(Stored data entries)

[Start of section]

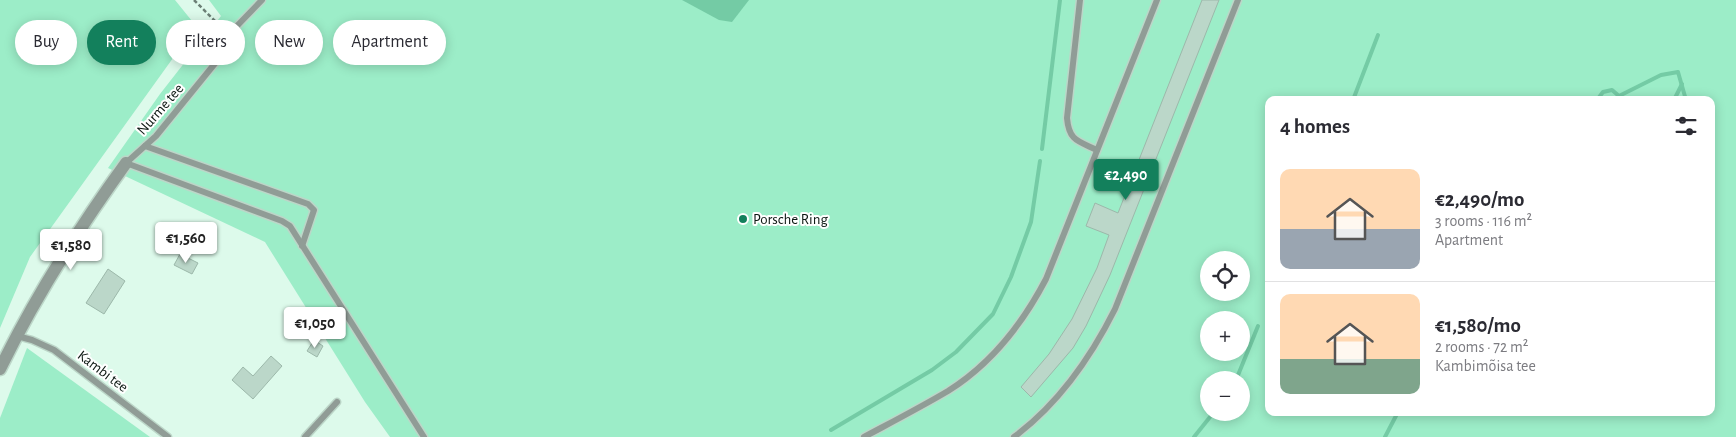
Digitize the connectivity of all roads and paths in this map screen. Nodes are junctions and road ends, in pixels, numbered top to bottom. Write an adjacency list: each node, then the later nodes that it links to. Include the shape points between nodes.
1 (194, 0): 6 (path)
2 (262, 0): 7 (lane, Nurme tee)
3 (1080, 0): 10 (lane, via 1068,130 1072,137)
4 (1157, 0): 10 (lane)
5 (1238, 0): 20 (lane, via 1103,333 1057,397)
6 (214, 20)
7 (243, 20)
8 (214, 65): 9 (lane, Nurme tee)
9 (145, 146): 11 (lane, Nurme tee); 12 (lane, via 308,204 314,210)
10 (1097, 150): 19 (lane, via 1046,279 1017,327 996,352 949,390)
11 (126, 163): 12 (lane, via 282,221 290,226); 13 (street, via 72,241)
12 (302, 246): 18 (lane)
13 (16, 336): 14 (street); 16 (lane, Kambi tee, via 54,350)
14 (0, 369)
15 (337, 402): 17 (lane)
16 (168, 437)
17 (306, 437)
18 (424, 437)
19 (864, 437)
20 (1014, 437)

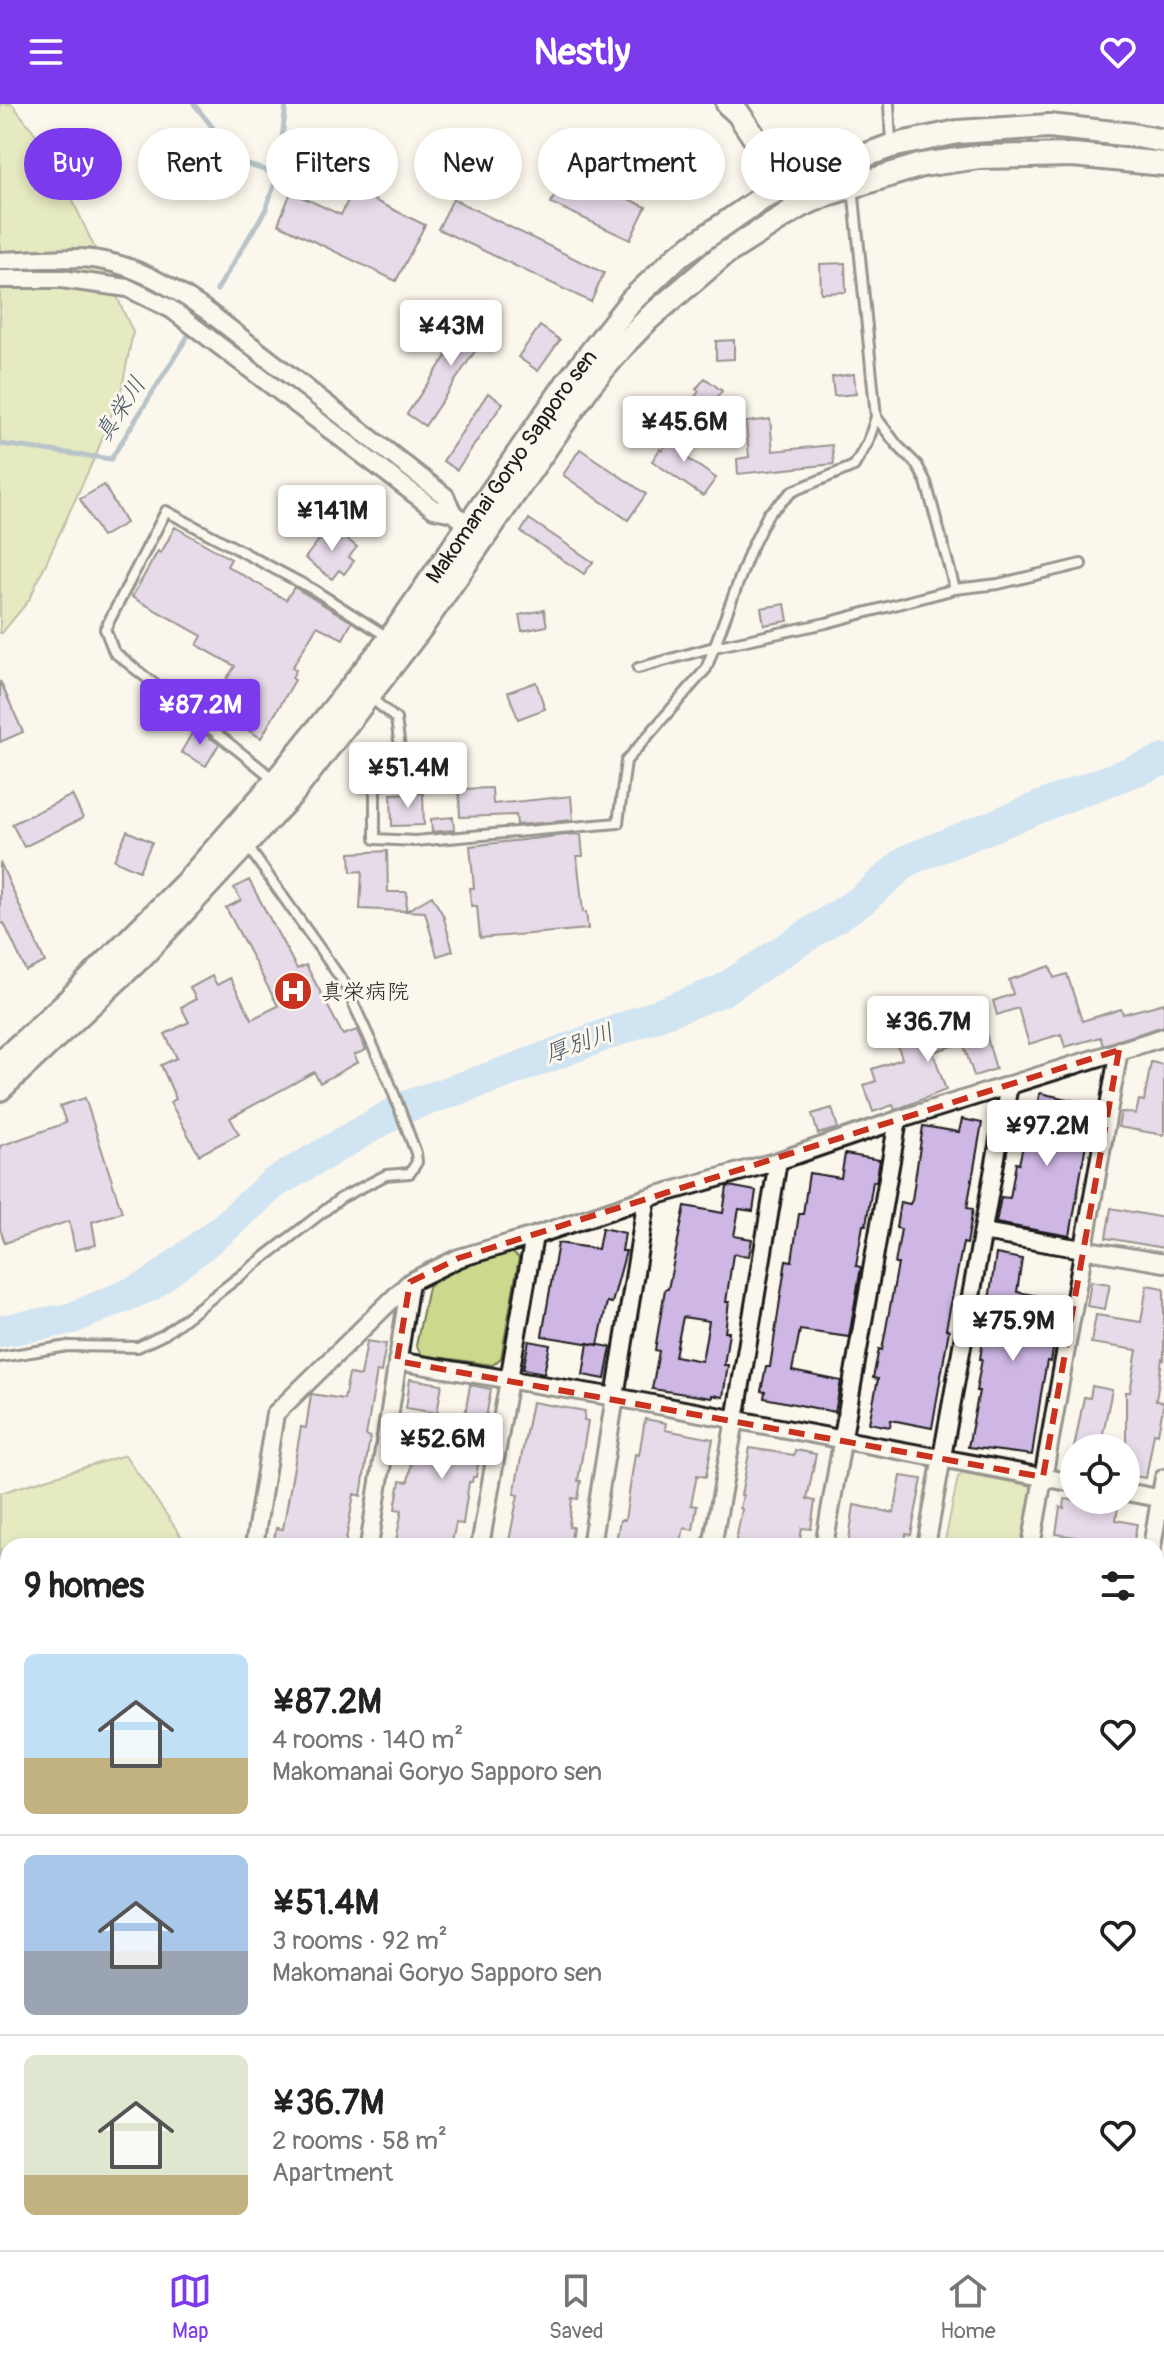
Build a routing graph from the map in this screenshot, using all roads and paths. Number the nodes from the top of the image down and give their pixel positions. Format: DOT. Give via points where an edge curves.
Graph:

[End of section]

» Work instructions:
Reproduce the data above line for line, excluding every picture.

» Response to the exercise:
Digitize the connectivity of all roads and paths in this map screen. Nodes are junctions and road ends, in pixels, numbered top to bottom. Write an adjacency list: each node, then the later nodes that it links to. Include the shape points between nodes.
1 (194, 0): 6 (path)
2 (262, 0): 7 (lane, Nurme tee)
3 (1080, 0): 10 (lane, via 1068,130 1072,137)
4 (1157, 0): 10 (lane)
5 (1238, 0): 20 (lane, via 1103,333 1057,397)
6 (214, 20)
7 (243, 20)
8 (214, 65): 9 (lane, Nurme tee)
9 (145, 146): 11 (lane, Nurme tee); 12 (lane, via 308,204 314,210)
10 (1097, 150): 19 (lane, via 1046,279 1017,327 996,352 949,390)
11 (126, 163): 12 (lane, via 282,221 290,226); 13 (street, via 72,241)
12 (302, 246): 18 (lane)
13 (16, 336): 14 (street); 16 (lane, Kambi tee, via 54,350)
14 (0, 369)
15 (337, 402): 17 (lane)
16 (168, 437)
17 (306, 437)
18 (424, 437)
19 (864, 437)
20 (1014, 437)

Build a routing graph from the map in this screenshot, using all roads and paths. Number the nodes from the top of the image down and give their pixel positions. Format: DOT. Give via points where an edge curves.
Graph:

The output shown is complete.